The nation's secretary of education, Arne Duncan, told Congress last week that the "No Child Left Behind" law is broken. President Obama essentially said the same thing Monday.
This is hardly a revelation.
The 2001 law set standards for student achievement and then (at least theoretically) held school officials accountable for meeting those standards. Well, those standards have been a moving target over the last decade and accountability has been lacking. The federal government's effort to oversee the education system administered by the 50 states has been ineffective.
The "No Child Left Behind Act" aims to use carrots and sticks -- giving money or taking money away -- to push schools to exceed the federal standards.
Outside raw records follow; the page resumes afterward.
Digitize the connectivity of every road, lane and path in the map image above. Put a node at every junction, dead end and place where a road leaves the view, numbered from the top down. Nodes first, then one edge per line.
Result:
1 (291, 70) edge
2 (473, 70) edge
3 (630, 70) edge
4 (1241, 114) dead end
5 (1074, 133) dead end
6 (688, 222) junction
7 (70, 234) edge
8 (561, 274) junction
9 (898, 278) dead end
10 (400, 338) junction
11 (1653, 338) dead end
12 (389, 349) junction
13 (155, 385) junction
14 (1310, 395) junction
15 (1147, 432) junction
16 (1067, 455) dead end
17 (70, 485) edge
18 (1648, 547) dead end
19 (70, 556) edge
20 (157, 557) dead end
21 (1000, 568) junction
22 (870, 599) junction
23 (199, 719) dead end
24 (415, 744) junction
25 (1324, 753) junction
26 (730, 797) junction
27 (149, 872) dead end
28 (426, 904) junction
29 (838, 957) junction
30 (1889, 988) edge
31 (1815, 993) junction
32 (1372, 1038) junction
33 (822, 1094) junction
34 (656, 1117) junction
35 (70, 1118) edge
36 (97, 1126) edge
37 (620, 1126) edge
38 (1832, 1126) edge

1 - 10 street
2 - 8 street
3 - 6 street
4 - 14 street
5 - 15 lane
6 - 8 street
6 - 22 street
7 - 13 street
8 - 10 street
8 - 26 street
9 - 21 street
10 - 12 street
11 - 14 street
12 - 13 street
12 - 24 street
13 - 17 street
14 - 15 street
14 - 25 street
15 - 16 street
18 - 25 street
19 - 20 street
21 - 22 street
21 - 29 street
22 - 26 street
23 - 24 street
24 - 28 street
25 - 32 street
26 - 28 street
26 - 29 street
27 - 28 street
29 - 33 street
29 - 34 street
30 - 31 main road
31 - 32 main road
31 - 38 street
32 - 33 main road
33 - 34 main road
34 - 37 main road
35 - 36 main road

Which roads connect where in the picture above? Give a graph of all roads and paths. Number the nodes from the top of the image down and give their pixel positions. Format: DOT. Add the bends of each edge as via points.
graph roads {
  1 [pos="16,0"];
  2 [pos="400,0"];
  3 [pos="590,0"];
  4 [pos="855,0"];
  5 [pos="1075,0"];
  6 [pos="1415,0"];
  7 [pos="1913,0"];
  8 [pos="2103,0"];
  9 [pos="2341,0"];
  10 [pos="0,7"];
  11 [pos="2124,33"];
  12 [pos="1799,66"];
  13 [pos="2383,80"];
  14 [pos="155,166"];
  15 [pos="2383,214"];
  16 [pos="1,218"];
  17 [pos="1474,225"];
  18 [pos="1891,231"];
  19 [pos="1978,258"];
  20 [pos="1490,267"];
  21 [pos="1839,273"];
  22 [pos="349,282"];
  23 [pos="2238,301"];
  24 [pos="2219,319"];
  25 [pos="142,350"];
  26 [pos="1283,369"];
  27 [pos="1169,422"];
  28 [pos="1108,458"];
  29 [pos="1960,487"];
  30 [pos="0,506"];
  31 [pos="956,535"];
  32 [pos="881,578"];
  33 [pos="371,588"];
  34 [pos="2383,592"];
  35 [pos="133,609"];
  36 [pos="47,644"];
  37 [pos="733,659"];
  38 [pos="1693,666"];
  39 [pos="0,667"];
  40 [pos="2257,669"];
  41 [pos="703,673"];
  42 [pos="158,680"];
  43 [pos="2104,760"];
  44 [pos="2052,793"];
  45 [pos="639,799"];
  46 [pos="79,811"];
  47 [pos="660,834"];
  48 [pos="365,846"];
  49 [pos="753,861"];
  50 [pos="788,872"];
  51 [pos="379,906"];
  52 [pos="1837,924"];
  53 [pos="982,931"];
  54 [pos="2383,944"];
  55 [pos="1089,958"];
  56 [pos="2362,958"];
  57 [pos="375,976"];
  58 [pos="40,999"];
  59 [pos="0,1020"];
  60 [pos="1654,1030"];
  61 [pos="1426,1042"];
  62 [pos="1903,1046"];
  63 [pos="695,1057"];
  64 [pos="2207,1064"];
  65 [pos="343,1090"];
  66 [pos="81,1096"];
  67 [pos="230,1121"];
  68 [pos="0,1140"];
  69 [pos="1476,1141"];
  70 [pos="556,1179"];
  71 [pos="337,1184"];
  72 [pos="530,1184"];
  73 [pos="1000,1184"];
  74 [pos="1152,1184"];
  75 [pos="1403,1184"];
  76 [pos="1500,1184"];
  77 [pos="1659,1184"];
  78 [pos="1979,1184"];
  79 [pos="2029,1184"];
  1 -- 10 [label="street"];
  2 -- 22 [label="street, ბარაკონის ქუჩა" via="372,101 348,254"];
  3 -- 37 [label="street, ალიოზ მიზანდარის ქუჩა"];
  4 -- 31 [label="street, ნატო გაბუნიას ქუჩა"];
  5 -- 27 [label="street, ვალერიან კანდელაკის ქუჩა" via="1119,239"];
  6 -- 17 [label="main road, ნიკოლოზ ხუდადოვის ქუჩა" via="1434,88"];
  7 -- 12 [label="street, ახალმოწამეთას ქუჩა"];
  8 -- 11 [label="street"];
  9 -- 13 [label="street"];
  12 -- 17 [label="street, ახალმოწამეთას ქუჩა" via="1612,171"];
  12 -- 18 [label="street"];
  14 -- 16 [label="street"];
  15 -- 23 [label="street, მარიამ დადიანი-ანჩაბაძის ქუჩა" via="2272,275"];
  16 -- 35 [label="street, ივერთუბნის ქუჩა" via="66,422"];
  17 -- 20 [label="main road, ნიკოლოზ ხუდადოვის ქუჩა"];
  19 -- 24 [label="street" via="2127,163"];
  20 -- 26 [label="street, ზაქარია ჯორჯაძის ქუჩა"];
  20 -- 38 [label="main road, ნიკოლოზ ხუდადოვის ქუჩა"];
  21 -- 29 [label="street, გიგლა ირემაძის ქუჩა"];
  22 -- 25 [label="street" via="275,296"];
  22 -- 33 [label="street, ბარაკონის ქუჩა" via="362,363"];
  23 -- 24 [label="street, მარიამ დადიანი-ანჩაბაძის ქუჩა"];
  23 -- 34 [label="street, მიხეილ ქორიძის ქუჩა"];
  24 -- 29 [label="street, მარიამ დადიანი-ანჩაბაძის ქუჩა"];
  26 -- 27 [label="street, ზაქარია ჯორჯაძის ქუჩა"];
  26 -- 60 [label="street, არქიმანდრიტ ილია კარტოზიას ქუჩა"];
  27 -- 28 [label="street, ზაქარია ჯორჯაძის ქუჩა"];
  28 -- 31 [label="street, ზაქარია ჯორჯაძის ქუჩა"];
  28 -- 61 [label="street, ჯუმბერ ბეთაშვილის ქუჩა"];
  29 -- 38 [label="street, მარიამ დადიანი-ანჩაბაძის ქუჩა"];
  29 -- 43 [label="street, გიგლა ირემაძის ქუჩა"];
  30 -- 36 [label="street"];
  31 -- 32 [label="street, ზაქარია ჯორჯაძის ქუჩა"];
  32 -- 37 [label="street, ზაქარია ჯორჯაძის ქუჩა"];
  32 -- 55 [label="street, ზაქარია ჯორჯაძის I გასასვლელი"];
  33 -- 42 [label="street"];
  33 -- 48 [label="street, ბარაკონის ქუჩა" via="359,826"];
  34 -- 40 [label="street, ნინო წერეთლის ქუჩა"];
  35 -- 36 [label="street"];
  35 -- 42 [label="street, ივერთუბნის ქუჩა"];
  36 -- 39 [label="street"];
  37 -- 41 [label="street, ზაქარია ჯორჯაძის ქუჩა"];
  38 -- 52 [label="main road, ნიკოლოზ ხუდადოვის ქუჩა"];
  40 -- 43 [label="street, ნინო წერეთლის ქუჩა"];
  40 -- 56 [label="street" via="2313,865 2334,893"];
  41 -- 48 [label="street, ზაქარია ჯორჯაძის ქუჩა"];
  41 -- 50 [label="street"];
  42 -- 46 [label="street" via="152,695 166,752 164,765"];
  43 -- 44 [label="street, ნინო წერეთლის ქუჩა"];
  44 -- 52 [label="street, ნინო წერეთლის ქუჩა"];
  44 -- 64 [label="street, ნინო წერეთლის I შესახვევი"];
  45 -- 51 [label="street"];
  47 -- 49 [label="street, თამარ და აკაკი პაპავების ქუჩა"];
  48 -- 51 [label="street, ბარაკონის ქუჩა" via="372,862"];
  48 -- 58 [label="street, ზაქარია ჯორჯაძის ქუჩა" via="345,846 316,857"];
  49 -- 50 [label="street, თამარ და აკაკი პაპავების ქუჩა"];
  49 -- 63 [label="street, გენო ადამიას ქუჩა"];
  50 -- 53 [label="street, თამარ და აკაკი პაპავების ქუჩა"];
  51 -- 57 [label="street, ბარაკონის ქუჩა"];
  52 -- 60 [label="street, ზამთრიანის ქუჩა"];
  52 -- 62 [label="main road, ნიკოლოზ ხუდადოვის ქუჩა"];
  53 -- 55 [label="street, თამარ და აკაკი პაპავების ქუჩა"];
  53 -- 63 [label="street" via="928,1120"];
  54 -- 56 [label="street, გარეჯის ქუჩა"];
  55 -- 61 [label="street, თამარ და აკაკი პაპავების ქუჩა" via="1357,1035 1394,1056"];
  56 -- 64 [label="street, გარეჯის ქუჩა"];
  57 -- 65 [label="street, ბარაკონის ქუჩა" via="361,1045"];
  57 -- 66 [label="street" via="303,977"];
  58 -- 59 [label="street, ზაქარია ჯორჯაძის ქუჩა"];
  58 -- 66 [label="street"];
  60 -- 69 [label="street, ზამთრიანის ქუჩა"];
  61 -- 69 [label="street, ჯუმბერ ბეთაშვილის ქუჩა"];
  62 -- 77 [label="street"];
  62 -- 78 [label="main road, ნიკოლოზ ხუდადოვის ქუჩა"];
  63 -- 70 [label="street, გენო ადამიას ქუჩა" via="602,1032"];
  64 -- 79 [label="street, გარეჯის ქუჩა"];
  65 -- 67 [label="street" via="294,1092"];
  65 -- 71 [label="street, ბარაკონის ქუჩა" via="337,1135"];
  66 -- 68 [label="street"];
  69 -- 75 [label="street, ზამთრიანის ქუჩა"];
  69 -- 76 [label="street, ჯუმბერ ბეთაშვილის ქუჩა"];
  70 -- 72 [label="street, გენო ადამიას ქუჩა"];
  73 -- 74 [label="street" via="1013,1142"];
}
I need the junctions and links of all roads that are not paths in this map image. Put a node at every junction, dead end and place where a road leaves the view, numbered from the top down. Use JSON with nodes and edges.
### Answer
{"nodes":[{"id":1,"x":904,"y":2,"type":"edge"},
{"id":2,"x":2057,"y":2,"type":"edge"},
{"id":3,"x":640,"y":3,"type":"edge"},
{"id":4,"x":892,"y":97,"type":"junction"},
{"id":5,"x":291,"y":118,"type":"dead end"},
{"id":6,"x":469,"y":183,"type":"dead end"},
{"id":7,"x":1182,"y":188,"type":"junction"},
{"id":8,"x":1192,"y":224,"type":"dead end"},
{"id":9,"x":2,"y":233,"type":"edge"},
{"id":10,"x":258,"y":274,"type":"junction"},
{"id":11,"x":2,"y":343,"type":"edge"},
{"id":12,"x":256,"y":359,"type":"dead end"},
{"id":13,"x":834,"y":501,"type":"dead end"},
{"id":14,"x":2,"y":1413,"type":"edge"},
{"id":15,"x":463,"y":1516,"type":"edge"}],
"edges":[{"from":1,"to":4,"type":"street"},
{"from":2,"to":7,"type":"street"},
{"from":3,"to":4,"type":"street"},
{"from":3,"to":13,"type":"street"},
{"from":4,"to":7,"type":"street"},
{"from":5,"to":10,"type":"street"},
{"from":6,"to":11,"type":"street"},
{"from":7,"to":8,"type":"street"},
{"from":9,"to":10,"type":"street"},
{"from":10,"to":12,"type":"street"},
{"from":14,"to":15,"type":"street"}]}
Unfortunately, few schools anywhere are meeting those standards. Last week the Obama administration estimated 82 percent of the nation's public schools could fall short of meeting the federal standards.
Duncan feels the same way. And now he's asking Congress to change -- as in lower -- the standards so that only the schools most in need of help would be labeled as failing.
Generally we would find this to be an unacceptable solution. But given the roller coaster-like path "No Child Left Behind" has taken to get to this point, what he suggests makes sense.
Last year 37 percent of schools met the goals. The Department of Education had calculated all schools should improve at a rate of the schools in the top 25 percent. Those calculations raised the bar significantly and thus made it extremely difficult for schools to succeed.
"This law is fundamentally broken, and we need to fix it, and fix it this year," Duncan told the House Committee on Education and the Workforce. "The law has created dozens of ways for schools to fail and very few ways to help them succeed. We should get out of the business of labeling schools as failures and create a new law that is fair and flexible and focused on the schools and students most at risk."
Adding to the problem is the Great Recession, which has reduced state funding for a great many school districts. Cuts are being made at school districts across the country as states attempt to balance their budgets.
Given that, the federal government's assessment is the least of the concerns for state and local education officials. The money from the federal government nevertheless is important, even critical, for local school districts.
Congress does need to start over. Let's hope this time lawmakers and education officials learn from the past mistakes.